EDmodel / ED2

Ecosystem Demography Model
78 stars 112 forks source link

Code coverage and potential redundancies #226

Open manfredo89 opened 6 years ago

manfredo89 commented 6 years ago

Since starting to work with ED I always felt like a priority to try simplifying it (especially to make it more accessible to colleagues that are not willing to dedicate their entire PhD to modelling). Some time ago @DanielNScott wrote a wiki page about a possible avenue to modernize the code https://github.com/EDmodel/ED2/wiki/Updating-to-F03-F08,-Iterators-for-Data-Structures. My feeling is that if we want to port the code to a more modular (perhaps even object oriented) design, the first step is to clean what we know is redundant. This could be useful even without doing such a refactoring.

So I made a little list of things that we could potentially get rid of. This is just a tentative trial to start a discussion. Also I am appending an analysis of code coverage for the most common runs (a NBG INITIAL and a HISTORY restart). To open it download the archive and open the CODE_COVERAGE.HTML file. For the ones unfamiliar with the concept of code coverage it's an analysis of the portions of code that where used or not (Yellow color indicates uncovered code block and red color indicates uncovered function).

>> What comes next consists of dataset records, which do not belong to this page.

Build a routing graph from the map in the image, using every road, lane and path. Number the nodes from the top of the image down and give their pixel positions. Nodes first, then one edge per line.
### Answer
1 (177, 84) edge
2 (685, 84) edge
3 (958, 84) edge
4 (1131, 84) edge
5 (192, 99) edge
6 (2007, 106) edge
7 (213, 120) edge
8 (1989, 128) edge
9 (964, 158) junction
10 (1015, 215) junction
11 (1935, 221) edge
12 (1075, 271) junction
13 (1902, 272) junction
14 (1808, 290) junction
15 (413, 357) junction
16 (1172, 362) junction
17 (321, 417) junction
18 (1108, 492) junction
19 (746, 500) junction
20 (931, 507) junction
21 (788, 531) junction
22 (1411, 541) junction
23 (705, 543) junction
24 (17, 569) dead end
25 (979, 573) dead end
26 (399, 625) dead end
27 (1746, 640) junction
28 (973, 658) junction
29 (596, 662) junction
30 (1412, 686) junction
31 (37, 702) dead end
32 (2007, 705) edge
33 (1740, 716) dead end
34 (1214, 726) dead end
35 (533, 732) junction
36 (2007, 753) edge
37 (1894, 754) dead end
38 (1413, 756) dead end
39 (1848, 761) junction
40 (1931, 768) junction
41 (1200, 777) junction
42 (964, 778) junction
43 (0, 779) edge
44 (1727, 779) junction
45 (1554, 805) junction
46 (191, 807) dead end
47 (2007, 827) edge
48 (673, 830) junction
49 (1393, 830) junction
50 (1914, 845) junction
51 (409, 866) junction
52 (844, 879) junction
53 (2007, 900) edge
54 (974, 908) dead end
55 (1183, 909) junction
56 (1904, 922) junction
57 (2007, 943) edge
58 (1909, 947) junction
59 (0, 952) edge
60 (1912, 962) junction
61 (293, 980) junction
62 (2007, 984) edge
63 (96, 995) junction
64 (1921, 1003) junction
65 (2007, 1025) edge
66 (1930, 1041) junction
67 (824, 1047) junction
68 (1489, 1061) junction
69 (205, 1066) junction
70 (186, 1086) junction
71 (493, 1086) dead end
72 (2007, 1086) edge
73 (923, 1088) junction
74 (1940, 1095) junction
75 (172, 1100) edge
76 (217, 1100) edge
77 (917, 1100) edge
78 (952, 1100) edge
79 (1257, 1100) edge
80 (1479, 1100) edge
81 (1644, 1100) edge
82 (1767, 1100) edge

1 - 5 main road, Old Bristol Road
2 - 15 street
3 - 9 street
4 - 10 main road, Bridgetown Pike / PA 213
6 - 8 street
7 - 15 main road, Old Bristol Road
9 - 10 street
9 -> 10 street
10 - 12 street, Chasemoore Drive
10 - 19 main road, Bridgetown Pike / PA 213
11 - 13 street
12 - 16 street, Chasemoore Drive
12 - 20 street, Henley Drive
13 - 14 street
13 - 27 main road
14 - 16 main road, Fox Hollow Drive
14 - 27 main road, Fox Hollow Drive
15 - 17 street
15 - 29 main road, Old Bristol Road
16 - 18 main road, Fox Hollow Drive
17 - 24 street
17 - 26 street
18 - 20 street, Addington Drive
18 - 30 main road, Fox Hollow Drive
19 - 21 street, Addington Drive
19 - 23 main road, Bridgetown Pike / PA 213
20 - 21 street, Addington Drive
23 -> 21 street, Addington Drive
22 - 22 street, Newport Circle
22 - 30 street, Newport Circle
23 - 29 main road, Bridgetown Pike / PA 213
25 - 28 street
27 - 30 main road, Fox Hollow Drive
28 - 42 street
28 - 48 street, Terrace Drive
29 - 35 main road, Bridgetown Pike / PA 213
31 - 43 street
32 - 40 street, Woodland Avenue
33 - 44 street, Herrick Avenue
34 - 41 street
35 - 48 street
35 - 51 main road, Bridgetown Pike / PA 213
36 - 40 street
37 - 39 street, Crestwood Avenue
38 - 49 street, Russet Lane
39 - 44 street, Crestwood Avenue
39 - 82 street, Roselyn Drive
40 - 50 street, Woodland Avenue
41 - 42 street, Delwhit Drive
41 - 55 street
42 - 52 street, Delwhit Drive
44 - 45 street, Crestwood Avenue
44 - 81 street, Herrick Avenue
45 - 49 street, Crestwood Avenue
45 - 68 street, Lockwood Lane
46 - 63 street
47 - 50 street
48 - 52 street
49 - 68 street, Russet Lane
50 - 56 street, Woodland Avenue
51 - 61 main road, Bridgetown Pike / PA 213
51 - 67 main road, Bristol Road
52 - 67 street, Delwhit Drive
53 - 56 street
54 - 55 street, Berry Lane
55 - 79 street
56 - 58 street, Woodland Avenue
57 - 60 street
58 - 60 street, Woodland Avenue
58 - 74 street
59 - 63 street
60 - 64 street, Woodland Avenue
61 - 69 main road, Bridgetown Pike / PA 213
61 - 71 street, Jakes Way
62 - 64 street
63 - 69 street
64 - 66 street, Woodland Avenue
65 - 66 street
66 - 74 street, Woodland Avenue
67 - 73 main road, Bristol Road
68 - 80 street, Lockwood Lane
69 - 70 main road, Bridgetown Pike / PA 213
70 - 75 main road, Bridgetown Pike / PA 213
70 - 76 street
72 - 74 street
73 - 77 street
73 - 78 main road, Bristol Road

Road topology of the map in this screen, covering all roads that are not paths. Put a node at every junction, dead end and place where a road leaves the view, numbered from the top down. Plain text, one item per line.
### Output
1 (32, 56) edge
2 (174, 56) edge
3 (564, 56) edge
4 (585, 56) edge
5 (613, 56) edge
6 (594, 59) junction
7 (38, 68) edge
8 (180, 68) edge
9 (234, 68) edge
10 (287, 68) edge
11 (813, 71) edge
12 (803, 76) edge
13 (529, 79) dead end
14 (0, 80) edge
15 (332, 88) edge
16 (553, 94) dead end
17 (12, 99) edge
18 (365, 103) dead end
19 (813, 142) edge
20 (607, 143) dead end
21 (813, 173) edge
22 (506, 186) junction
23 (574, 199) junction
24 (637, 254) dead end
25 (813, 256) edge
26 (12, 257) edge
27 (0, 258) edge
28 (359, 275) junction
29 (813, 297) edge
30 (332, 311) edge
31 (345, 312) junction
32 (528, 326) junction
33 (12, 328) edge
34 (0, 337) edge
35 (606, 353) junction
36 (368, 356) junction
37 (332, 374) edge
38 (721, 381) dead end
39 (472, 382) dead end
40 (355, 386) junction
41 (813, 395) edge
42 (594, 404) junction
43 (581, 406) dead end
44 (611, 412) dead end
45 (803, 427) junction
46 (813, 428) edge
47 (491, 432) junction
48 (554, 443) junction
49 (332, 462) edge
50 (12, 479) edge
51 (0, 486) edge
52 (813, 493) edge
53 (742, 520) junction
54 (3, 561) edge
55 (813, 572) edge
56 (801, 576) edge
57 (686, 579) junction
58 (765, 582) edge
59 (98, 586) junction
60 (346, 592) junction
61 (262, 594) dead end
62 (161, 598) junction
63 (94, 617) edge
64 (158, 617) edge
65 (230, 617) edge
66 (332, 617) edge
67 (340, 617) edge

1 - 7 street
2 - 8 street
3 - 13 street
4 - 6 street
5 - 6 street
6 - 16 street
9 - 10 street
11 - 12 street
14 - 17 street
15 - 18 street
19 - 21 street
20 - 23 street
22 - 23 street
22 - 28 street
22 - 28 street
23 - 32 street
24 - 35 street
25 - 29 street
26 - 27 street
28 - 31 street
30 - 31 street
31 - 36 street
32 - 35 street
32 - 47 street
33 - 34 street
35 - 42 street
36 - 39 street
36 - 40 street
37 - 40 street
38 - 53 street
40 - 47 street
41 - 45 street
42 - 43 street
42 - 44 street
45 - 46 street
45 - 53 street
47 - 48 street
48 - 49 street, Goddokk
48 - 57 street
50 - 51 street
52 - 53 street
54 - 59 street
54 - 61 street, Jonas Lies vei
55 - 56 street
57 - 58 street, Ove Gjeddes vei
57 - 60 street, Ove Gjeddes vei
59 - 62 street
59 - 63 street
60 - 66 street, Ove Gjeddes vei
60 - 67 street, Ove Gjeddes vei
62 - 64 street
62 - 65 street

Master is the current master branch while Redux is my development branch where most of the following proposed removals have been implemented.

The master branch has an overall code coverage of 37% for my simulation subset. My feeling is that even including all special cases (like the eq0 run, the different integrators, the bigleaf ecc. the code coverage would still be quite low, indicating a lot of redundancies).

Master_coverage.zip

Redux_coverage.zip

Proposed removal notes
Heun integrator ~1000 lines, Deprecated in the ED2IN.
Original two stream ~1000 lines, Deprecated in the ED2IN.
Fire model 1 Deprecated in the ED2IN, I am not familiar with this part of the code though.
ASCII meteo input (IMETTYPE) Deprecated in the ED2IN, I am not familiar with this part of the code though.
Big Leaf Is anyone using Big Leaf? Do we expect it to be useful? I guess between 500 and 1000 lines
Canopy turbulence duplication The single precision version of the canopy_struct_dynamic file / subroutines is only called during initialisation. We could simply use the double precision version without any noticeable difference in performance. ~2000 lines of duplication.
Parts of libxml2f90.f90_pp.f90 This file was copied from Alexander Poddey. I think we should only keep the parts that are effectively used and not the whole file. ~1500 lines could go.
therm_lib Some parts look like they have been copied from somewhere else but are never used. ~4000 lines could go.
therm_lib8 Some parts look like they have been copied from somewhere else but are never used. ~4000 lines could go.
numutils, dateutils, charutils Some parts look like they have been copied from somewhere else but are never used. ~200 lines.
ed_mem_grid_dim_defs This looks completely useless. In the PR #200 I removed most of the stuff that was never called, not sure why this survived. Was it added later? Is it useful for some reason?
The EQ0 stuff This part should probably stay as it is sometimes used for testing, however it's a lot of duplication. Maybe there are more clever ways of dealing with this.
read_10 vs read21 I guess this should also stay because in certain situations it's easier to read in files in the old format. Though we could somehow try to merge the two.
EDTS/exec_test_carvers_serial.sh This file has also a lot of duplication. I rewrote it to have one single loop that writes all the ED2IN from one template. As such it also avoids to have 3 ED2IN (MAIN, TEST, DBG) with almost the same parameters.
RAPP I have sometimes used RAPP but I guess it's probably outdated and Marcos suggested to remove it.
BRAMS Should BRAMS be part of the ED repository? Maybe it could stay as an independent repository
mdietze commented 6 years ago

Could you be more specific about what you mean by 'ASCII dataset'? More generally, I feel like it would be much easier to evaluate these suggesetions if you provided links to the relevant code (Github makes it easy to reference not just the code, but specific lines or blocks).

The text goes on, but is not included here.